▸ DESCRIPTION OF THE TASK
Copies of all lines containing the string "Jarvis" are needed from the data below.

▸ DATA SHOWN

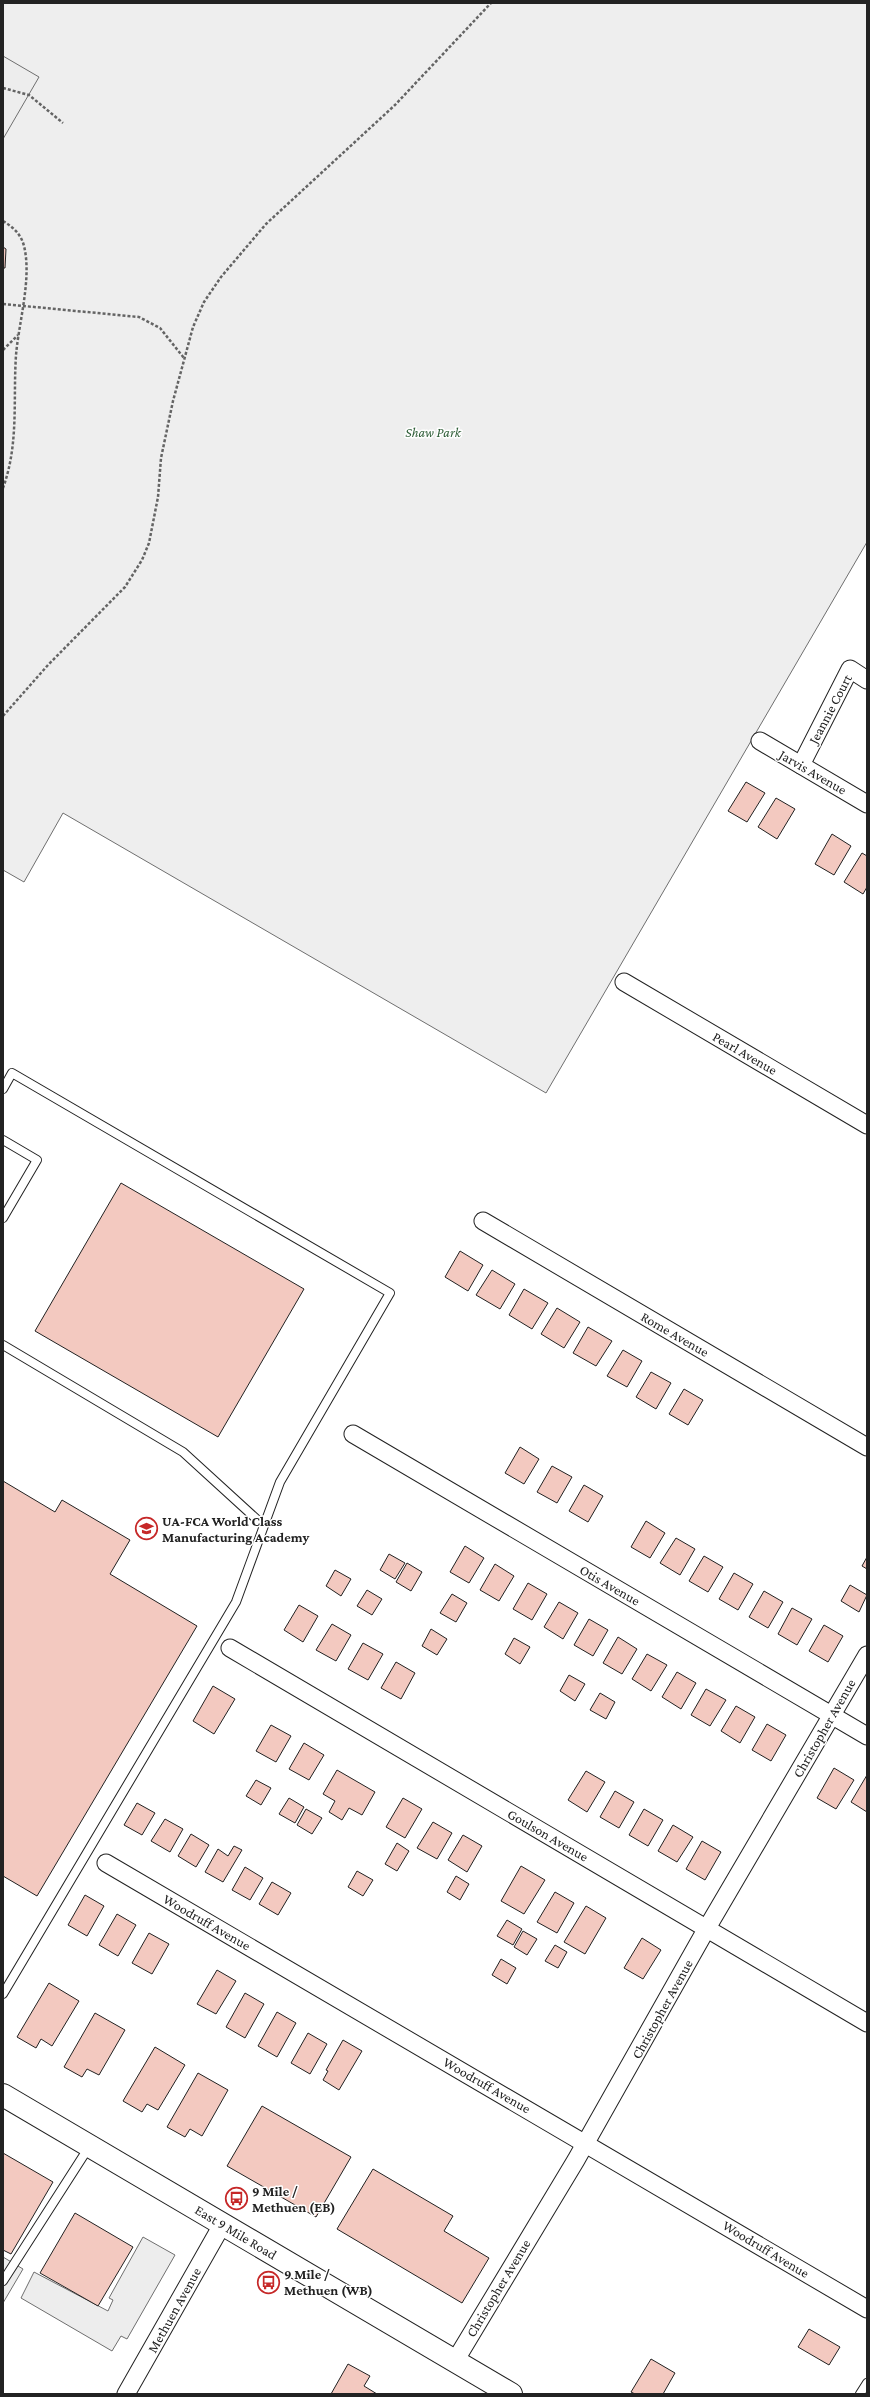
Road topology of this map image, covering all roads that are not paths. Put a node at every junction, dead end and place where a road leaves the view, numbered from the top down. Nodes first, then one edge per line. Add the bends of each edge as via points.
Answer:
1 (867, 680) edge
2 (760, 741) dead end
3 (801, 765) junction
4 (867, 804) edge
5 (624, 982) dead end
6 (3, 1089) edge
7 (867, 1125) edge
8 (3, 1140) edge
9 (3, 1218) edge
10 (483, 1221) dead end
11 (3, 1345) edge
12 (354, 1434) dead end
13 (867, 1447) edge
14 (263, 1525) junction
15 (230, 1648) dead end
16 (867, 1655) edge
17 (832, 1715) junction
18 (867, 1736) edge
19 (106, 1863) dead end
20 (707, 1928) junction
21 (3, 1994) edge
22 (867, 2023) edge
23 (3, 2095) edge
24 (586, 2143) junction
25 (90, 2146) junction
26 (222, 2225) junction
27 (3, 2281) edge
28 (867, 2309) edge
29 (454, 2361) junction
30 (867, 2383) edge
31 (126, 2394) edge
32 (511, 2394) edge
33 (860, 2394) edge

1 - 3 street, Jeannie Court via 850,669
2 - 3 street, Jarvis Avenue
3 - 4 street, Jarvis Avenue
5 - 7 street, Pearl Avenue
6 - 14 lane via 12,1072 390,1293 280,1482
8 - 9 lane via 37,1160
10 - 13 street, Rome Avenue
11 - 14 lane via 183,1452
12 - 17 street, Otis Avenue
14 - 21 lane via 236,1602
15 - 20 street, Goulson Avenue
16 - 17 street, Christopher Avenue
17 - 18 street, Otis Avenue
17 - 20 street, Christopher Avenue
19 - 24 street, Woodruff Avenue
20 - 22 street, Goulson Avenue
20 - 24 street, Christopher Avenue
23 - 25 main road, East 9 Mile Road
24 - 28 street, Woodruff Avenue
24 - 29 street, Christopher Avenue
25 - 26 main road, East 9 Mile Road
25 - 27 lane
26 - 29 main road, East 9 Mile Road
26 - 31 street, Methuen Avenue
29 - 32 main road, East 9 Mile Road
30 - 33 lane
--
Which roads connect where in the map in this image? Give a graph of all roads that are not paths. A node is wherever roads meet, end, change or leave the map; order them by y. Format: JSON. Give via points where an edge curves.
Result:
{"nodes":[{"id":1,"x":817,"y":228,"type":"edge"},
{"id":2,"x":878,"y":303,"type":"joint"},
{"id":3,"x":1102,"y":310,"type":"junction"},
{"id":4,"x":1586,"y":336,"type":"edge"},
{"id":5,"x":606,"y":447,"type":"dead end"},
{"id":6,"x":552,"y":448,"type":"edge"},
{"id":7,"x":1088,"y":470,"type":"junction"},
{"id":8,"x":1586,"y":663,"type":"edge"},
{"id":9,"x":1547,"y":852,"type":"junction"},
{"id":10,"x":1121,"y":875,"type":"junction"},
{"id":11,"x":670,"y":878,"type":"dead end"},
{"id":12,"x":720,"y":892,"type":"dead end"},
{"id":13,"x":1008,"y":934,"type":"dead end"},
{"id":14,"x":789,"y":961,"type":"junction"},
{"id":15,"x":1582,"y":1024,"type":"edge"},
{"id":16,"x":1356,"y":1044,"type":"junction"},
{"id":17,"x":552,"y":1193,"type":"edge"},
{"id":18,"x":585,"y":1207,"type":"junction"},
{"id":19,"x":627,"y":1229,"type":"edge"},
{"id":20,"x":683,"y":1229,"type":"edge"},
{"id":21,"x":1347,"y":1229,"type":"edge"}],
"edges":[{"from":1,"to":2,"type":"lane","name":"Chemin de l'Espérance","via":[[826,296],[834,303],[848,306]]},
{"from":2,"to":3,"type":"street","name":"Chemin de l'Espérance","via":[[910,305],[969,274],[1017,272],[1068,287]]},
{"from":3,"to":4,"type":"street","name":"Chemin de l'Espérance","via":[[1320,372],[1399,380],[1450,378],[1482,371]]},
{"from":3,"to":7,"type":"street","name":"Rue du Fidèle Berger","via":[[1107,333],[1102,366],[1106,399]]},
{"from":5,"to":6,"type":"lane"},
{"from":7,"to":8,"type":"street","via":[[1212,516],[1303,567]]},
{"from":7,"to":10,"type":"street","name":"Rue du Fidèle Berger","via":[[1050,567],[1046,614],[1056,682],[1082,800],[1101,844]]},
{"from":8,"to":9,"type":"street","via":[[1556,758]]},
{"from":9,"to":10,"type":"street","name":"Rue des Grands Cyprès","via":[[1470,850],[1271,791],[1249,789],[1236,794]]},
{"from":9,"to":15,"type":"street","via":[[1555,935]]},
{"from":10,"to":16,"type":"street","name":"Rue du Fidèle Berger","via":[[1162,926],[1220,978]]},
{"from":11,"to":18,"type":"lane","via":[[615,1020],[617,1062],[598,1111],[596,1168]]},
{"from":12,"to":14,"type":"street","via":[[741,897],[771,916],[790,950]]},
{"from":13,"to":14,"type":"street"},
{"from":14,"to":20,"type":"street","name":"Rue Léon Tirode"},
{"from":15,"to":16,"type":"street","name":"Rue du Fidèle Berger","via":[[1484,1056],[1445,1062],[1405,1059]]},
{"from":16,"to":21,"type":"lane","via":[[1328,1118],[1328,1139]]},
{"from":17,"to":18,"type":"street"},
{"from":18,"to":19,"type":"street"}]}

▸ COMPLETED TASK
2 - 3 street, Jarvis Avenue
3 - 4 street, Jarvis Avenue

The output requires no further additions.